Arbuscular mycorrhizal (AM) fungi in the phylum Glomeromycota colonize roots of the majority of land plants and assist them in the uptake of mineral nutrients in exchange for plant-assimilated carbon. In the absence of sexual reproductive structures and with asexual spore morphology conserved since the Ordovician, Glomeromycota may be one of the oldest eukaryotic lineages that rely predominantly on asexual reproduction for gene transmission. Clonal population structure detected in the majority of AM fungi examined to date supports this hypothesis. However, evidence of recombination found in few local populations suggests that genetic exchanges may be more common in these organisms than is currently recognized. To explore the significance of clonal expansion versus genetic recombination in the life history of modern Glomeromycota, we examined the global population of a cosmopolitan fungus Glomus etunicatum and made inferences about the population structure and the occurrence of recombination in the history of this species. We sampled eight loci from 84 isolates.

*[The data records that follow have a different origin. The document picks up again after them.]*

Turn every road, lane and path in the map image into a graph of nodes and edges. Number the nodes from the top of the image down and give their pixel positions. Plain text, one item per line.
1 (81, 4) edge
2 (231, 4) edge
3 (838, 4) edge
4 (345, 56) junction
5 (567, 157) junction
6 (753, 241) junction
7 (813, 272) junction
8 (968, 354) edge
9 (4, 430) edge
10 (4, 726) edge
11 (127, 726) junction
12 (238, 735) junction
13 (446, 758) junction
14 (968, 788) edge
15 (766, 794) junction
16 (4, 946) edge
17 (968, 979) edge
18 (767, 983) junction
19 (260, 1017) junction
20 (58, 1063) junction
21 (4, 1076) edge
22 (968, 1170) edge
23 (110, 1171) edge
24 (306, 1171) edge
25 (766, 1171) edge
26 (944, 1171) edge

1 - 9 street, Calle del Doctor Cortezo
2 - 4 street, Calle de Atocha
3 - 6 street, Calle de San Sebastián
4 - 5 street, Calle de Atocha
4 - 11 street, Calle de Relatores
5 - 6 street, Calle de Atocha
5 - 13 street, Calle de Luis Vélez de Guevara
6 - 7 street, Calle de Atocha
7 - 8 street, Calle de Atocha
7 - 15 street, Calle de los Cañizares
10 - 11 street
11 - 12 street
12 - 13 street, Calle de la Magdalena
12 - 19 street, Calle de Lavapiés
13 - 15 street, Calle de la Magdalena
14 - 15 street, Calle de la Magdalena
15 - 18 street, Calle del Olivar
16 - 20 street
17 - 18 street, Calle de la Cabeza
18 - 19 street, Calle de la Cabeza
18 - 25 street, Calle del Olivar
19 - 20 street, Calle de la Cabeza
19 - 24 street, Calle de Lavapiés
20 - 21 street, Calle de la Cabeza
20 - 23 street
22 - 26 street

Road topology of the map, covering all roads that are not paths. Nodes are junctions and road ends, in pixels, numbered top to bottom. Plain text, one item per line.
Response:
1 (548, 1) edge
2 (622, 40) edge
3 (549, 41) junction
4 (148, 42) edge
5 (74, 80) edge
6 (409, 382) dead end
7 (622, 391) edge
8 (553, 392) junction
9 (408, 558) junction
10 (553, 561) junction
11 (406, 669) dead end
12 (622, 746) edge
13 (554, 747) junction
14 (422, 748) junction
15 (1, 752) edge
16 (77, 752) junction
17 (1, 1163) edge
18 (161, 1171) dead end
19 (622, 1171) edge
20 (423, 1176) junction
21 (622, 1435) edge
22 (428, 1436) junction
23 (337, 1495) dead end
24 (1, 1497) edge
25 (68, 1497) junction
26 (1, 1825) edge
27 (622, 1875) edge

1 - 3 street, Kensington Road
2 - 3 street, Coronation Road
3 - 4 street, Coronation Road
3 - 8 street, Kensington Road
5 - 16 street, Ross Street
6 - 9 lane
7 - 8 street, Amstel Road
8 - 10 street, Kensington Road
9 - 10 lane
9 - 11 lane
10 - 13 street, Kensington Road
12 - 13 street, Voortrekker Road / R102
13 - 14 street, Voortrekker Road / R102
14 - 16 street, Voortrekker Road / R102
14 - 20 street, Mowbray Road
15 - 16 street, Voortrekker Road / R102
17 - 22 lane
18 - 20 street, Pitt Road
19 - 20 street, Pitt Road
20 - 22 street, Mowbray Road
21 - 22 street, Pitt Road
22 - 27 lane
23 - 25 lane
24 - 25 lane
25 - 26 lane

We found that although the global population of G. etunicatum showed a pattern of significant differentiation, several haplotypes had a broad geographic distribution spanning multiple continents. Molecular variation among the sampled isolates indicated an overwhelmingly clonal population structure and suggested that clonal expansion plays an important role in the ecological success of modern Glomeromycota. In contrast, a pattern of homoplasy consistent with a history of recombination suggested that gene exchanges are not completely absent from the life history of these organisms, although they are likely to be very rare.